▶ What to work on: Here are some records; copy every line that holds the word "leave".

▶ Records:
○ ○ ○
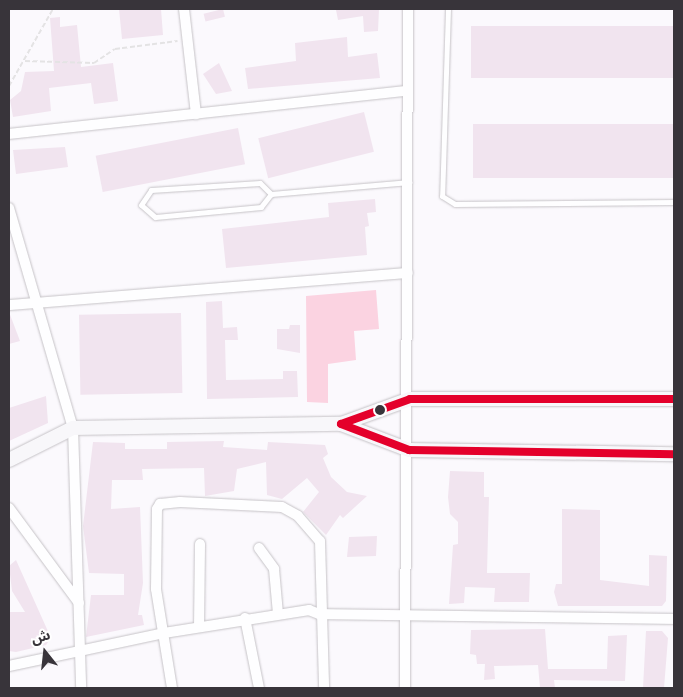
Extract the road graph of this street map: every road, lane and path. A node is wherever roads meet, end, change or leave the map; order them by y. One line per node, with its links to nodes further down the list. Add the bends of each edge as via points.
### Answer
1 (53, 9): 6 (path)
2 (184, 9): 5 (street)
3 (408, 9): 8 (street)
4 (448, 9): 13 (lane, via 442,196 455,204)
5 (187, 40): 6 (path, via 124,47 94,63); 9 (street)
6 (24, 61): 7 (path)
7 (9, 86)
8 (408, 91): 9 (street); 11 (street)
9 (196, 114): 10 (street)
10 (9, 134)
11 (409, 182): 12 (lane); 15 (street)
12 (271, 194): 12 (lane, via 260,183 156,189 143,196 141,205 146,214 155,217 261,207)
13 (674, 202)
14 (9, 208): 16 (street)
15 (408, 273): 16 (street); 18 (street)
16 (36, 300): 17 (street); 21 (street)
17 (9, 305)
18 (410, 399): 19 (street); 20 (street); 22 (street)
19 (674, 399)
20 (341, 424): 21 (street); 22 (street)
21 (73, 428): 24 (street); 28 (street)
22 (409, 450): 23 (street); 31 (street)
23 (674, 454)
24 (9, 460)
25 (9, 508): 28 (street)
26 (200, 544): 34 (street)
27 (259, 548): 29 (street, via 274,569)
28 (79, 604): 36 (street)
29 (278, 614): 30 (street, via 309,610); 32 (street)
30 (319, 614): 31 (street); 35 (street, via 320,541 298,516 282,507 258,503 167,503 160,504 156,516 156,589); 41 (street)
31 (408, 615): 33 (street); 42 (street)
32 (246, 618): 34 (street); 40 (street)
33 (674, 619)
34 (200, 626): 35 (street)
35 (164, 633): 36 (street); 39 (street)
36 (80, 652): 37 (street); 38 (street)
37 (9, 666)
38 (81, 688)
39 (172, 688)
40 (259, 688)
41 (324, 688)
42 (405, 688)

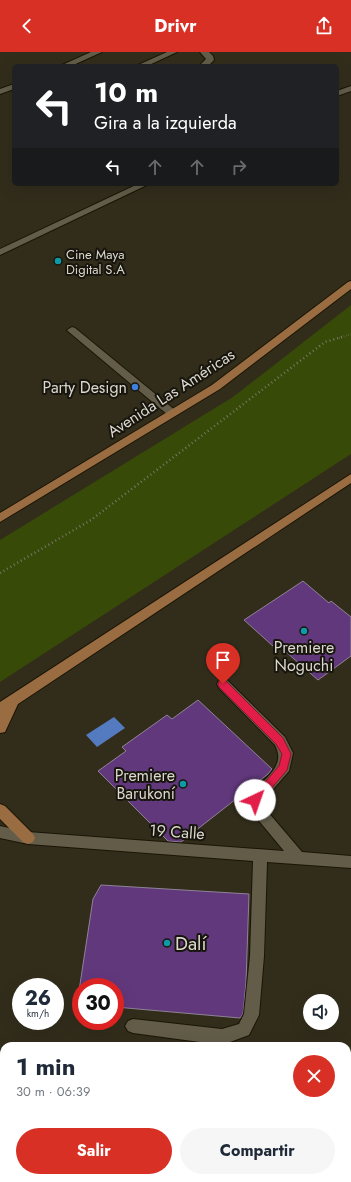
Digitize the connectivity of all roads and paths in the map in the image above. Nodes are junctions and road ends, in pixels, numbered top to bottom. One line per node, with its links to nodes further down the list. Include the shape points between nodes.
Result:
1 (98, 52): 4 (street)
2 (173, 52): 5 (street)
3 (204, 52): 6 (street, via 210,60)
4 (72, 64)
5 (145, 64)
6 (205, 64)
7 (12, 87): 8 (street)
8 (0, 92)
9 (141, 186): 10 (street)
10 (0, 252)
11 (351, 284): 14 (main road, Avenida Las Américas, via 216,387)
12 (72, 330): 14 (street)
13 (351, 334): 17 (path, via 325,342 90,520)
14 (172, 413): 16 (main road, Avenida Las Américas)
15 (351, 478): 19 (main road)
16 (0, 518)
17 (0, 573)
18 (223, 684): 26 (street, via 280,741 286,754 284,767 255,800 256,807)
19 (13, 701): 20 (main road); 21 (main road)
20 (0, 709)
21 (0, 728)
22 (0, 810): 24 (main road)
23 (0, 832): 24 (street, 19 Calle)
24 (28, 838): 25 (street, 19 Calle)
25 (260, 855): 26 (street, 19 Calle); 28 (street, via 257,956 251,1015 244,1030 222,1037)
26 (298, 858): 27 (street, 19 Calle)
27 (351, 862)
28 (133, 1026)

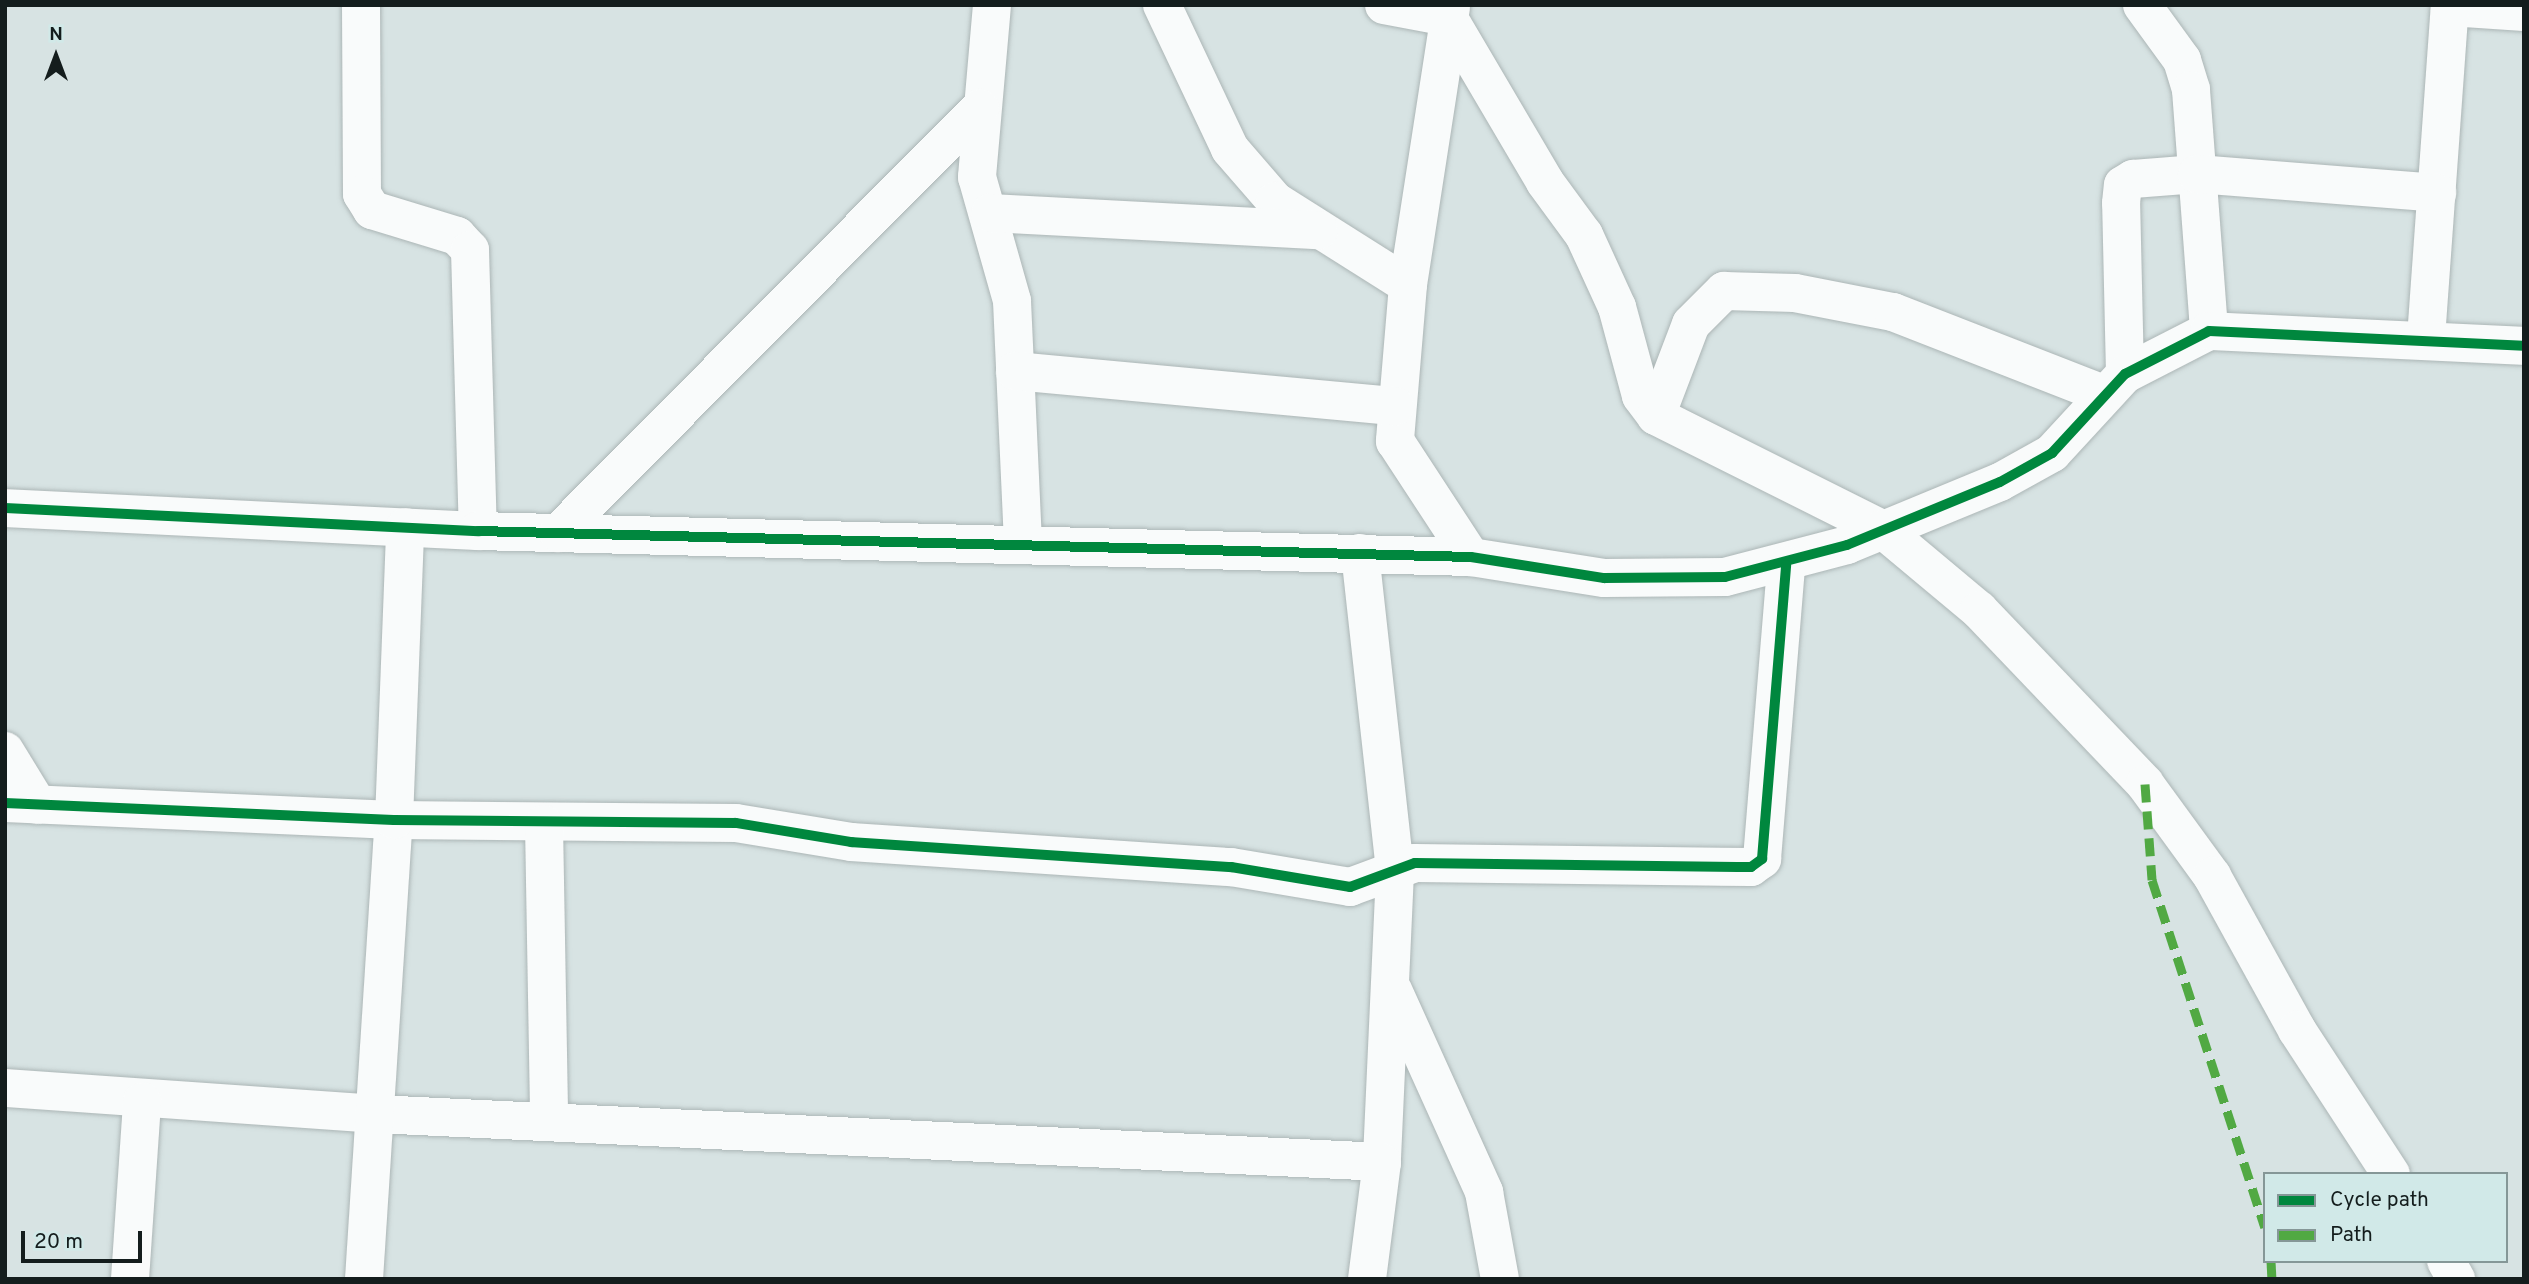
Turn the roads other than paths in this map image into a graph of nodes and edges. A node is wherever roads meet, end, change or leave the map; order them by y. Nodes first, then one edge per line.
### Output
1 (361, 5) edge
2 (992, 5) edge
3 (1162, 5) edge
4 (1384, 5) edge
5 (2142, 5) edge
6 (2450, 6) edge
7 (1450, 11) edge
8 (2524, 12) edge
9 (980, 108) junction
10 (2197, 174) junction
11 (2437, 193) junction
12 (990, 213) junction
13 (1320, 230) junction
14 (1408, 285) junction
15 (2209, 331) junction
16 (2426, 338) junction
17 (2524, 346) edge
18 (1015, 371) junction
19 (2114, 384) junction
20 (1395, 406) junction
21 (1656, 416) junction
22 (5, 508) edge
23 (405, 527) junction
24 (1882, 529) junction
25 (478, 531) junction
26 (558, 533) junction
27 (1023, 545) junction
28 (1360, 553) junction
29 (1471, 557) junction
30 (1786, 565) junction
31 (5, 751) edge
32 (22, 804) edge
33 (394, 820) junction
34 (544, 824) junction
35 (1395, 872) junction
36 (1390, 983) junction
37 (5, 1088) edge
38 (142, 1101) junction
39 (376, 1114) junction
40 (549, 1122) junction
41 (1382, 1162) junction
42 (2390, 1172) edge
43 (2447, 1263) edge
44 (130, 1279) edge
45 (364, 1279) edge
46 (1367, 1279) edge
47 (1500, 1279) edge
48 (2456, 1279) edge

1 - 25 street
2 - 9 street
3 - 13 street
4 - 7 street
5 - 10 street
6 - 8 street
6 - 11 street
7 - 14 street
7 - 21 street
9 - 12 street
9 - 26 street
10 - 11 street
10 - 15 street
10 - 19 street
11 - 16 street
12 - 13 street
12 - 18 street
13 - 14 street
14 - 20 street
15 - 16 street
15 - 19 street
16 - 17 street
18 - 20 street
18 - 27 street
19 - 21 street
19 - 24 street
20 - 29 street
21 - 24 street
22 - 23 street
23 - 25 street
23 - 33 street
24 - 30 street
24 - 42 street
25 - 26 street
26 - 27 street
27 - 28 street
28 - 29 street
28 - 35 street
29 - 30 street
30 - 35 street
31 - 32 street
32 - 33 street
33 - 34 street
33 - 39 street
34 - 35 street
34 - 40 street
35 - 36 street
36 - 41 street
36 - 47 street
37 - 38 street
38 - 39 street
38 - 44 street
39 - 40 street
39 - 45 street
40 - 41 street
41 - 46 street
43 - 48 street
○ ○ ○
▶ Response for this exercise:
Extract the road graph of this street map: every road, lane and path. A node is wherever roads meet, end, change or leave the map; order them by y. One line per node, with its links to nodes further down the list. Add the bends of each edge as via points.
Turn the roads other than paths in this map image into a graph of nodes and edges. A node is wherever roads meet, end, change or leave the map; order them by y. Nodes first, then one edge per line.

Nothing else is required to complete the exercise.